Vertex Aerospace LLC held a bank meeting Tuesday for a new $175 million credit facility, which would be guaranteed by Vertex Aerospace Inc., according to market sources. The loan consists of a $40 million five-year revolver with an interest rate of Libor plus 250 basis points and a $135 million six-year term loan B with an interest rate of Libor plus 275 basis points, an investment banker told Prospect News. CIBC World Markets is the lead bank on the deal.

"It seems to be in the sweet spot, which is the high 200 to low 300 [basis points spread] range," the banker said. However, the deal could be viewed as "a little light", he added, compared to the company's current loan which has interest rates of Libor plus 350 to 400 basis points.

Presently, the company's senior secured credit facility consists of a $50 million term A expiring June 30, 2006 with an interest rate of Libor plus 350 basis points, a $50 million term B expiring June 29, 2007 with an interest rate of Libor plus 400 basis points and a $25 million revolver with an interest rate of Libor plus 350 basis points and a commitment fee of 50 basis points, according to a filing with the Securities and Exchange Commission.

Working in the company's favor, though, is that the new loan is coming in tandem with an initial public offering, the banker explained.

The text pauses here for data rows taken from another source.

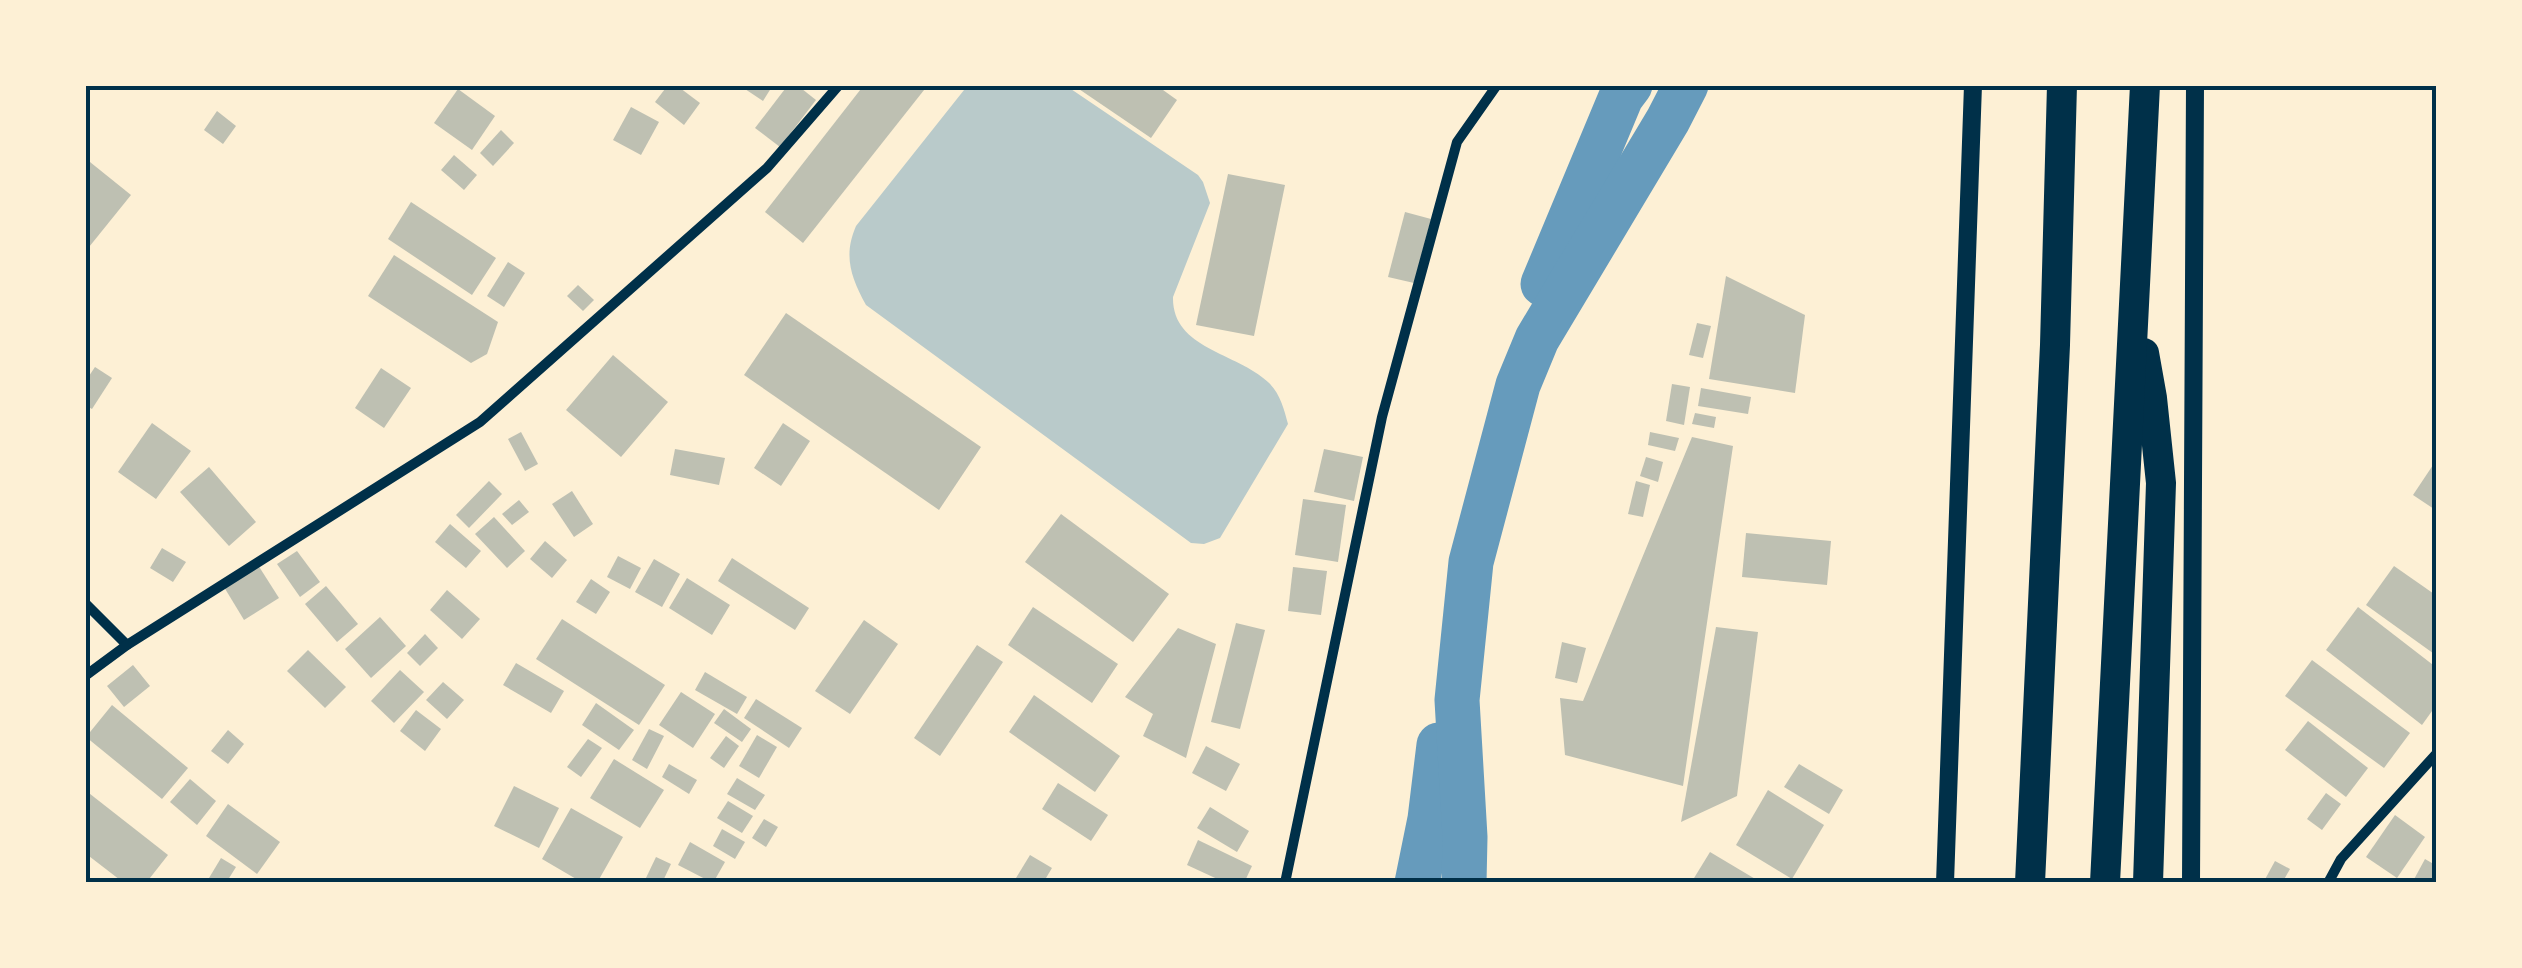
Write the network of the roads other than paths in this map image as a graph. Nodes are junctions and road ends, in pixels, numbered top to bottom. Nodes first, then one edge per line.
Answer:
1 (840, 85) edge
2 (1498, 85) edge
3 (2062, 85) edge
4 (2145, 85) edge
5 (2195, 85) edge
6 (1972, 92) edge
7 (2134, 301) junction
8 (85, 603) edge
9 (127, 645) junction
10 (85, 676) edge
11 (2437, 753) edge
12 (1285, 883) edge
13 (1945, 883) edge
14 (2030, 883) edge
15 (2105, 883) edge
16 (2148, 883) edge
17 (2191, 883) edge
18 (2328, 883) edge

1 - 9 street
2 - 12 street
3 - 14 highway
4 - 7 highway
5 - 17 street
6 - 13 street
7 - 15 highway
7 - 16 highway
8 - 9 street
9 - 10 street
11 - 18 street

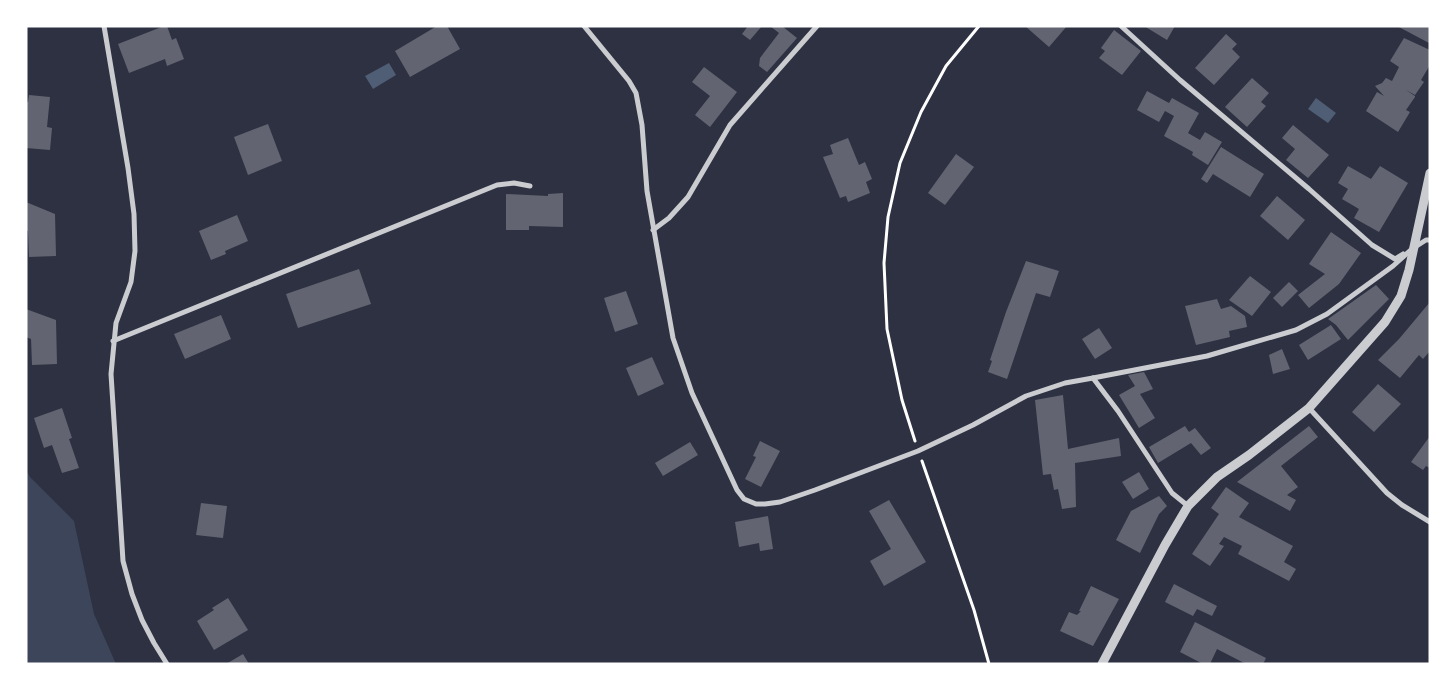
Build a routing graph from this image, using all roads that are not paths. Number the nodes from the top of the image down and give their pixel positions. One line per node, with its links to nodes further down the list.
1 (104, 26): 10 (street)
2 (584, 26): 7 (street)
3 (817, 26): 7 (street)
4 (1121, 26): 9 (street)
5 (1430, 173): 9 (street)
6 (530, 186): 10 (street)
7 (653, 230): 11 (street)
8 (1430, 240): 9 (street)
9 (1414, 248): 11 (street); 12 (street)
10 (113, 341): 15 (street)
11 (1093, 378): 13 (street)
12 (1308, 408): 13 (street); 14 (street)
13 (1188, 506): 16 (street)
14 (1430, 522)
15 (167, 664)
16 (1102, 664)

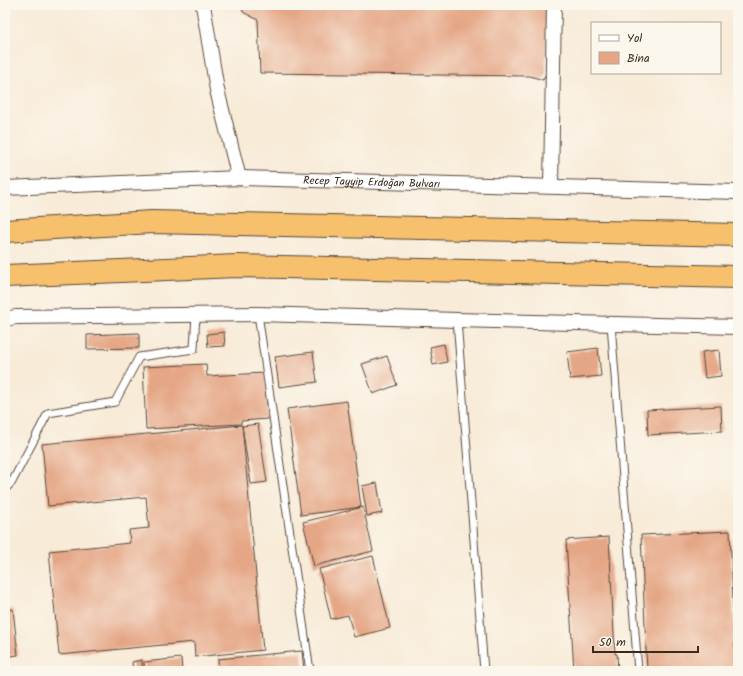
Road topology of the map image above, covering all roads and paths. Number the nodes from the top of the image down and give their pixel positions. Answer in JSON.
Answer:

Also, "the market is hungry for a decent deal and [Vertex is] in an industry with stable cash flows," the banker concluded. Vertex is a Madison, Miss. provider of aerospace and other technical services to the U.S. Department of Defense and other government agencies.

The new loan is anticipated to close concurrently with the closing of the company's initial public offering, which is being run by Credit Suisse First Boston, Goldman Sachs & Co., Lehman Brothers and CIBC World Markets.

Another new deal launched was Moore Corp. Ltd.'s $400 million credit facility with Citibank as lead bank and CIBC World Markets and Fleet Securities as documentation agents, according to market sources. The loan consists of a $125 million five-year revolver with an interest rate of Libor plus 200 basis points, a $75 million five-year delayed-draw term loan A with an interest rate of Libor plus 200 basis points and a $200 million six-year term loan B with an interest rate of Libor plus 250 basis points.

Initial price talk had the Toronto, Ont. commercial printer's term loan B priced with an interest rate of Libor plus 225 basis points, but the syndicate flexed the rate upwards to 250 basis points, according to a market professional.

"For a first-time issuer, 225 was a bit light so they bumped it up," the professional said. "It's not a hard-asset company but it does have decent revenues."

Moore Corp. is not the only deal to have to flex up recently, according to the market professional. At the end of last week Giant Eagle Inc. changed the spread on its $300 million seven-year term loan B to 250 basis points from 225 basis points, the professional said. The Pittsburgh, Pa. supermarket chain's $250 million five-year revolver remained at Libor plus 200 basis points.

"This is another one that was just a little tight," the professional explained. "The bond market is backing up so it stands to reason that it would happen on the bank side."

In other news, Mail-Well Inc. closed on a new $300 million three-year revolver that is being used to refinance the existing bank loan, according to a company press release. Bank of America was the administrative agent for the deal. Currently, the Englewood, Colo. printing company's revolver has an interest rate of about 6%, according to a filing with the Securities and Exchange Commission.

Bowne & Co., a New York, N.Y. financial printer, closed on its new $175 million three-year revolving credit facility that is replacing the previous $300 million loan, according to a company press release. Fleet National Bank was agent, Wachovia Bank was syndicate agent and JP Morgan Chase & Co. was documentation agent. Other banks involved in the revolver include Royal Bank of Scotland PLC, HSBC Bank USA, Firstar Bank and The Bank of New York.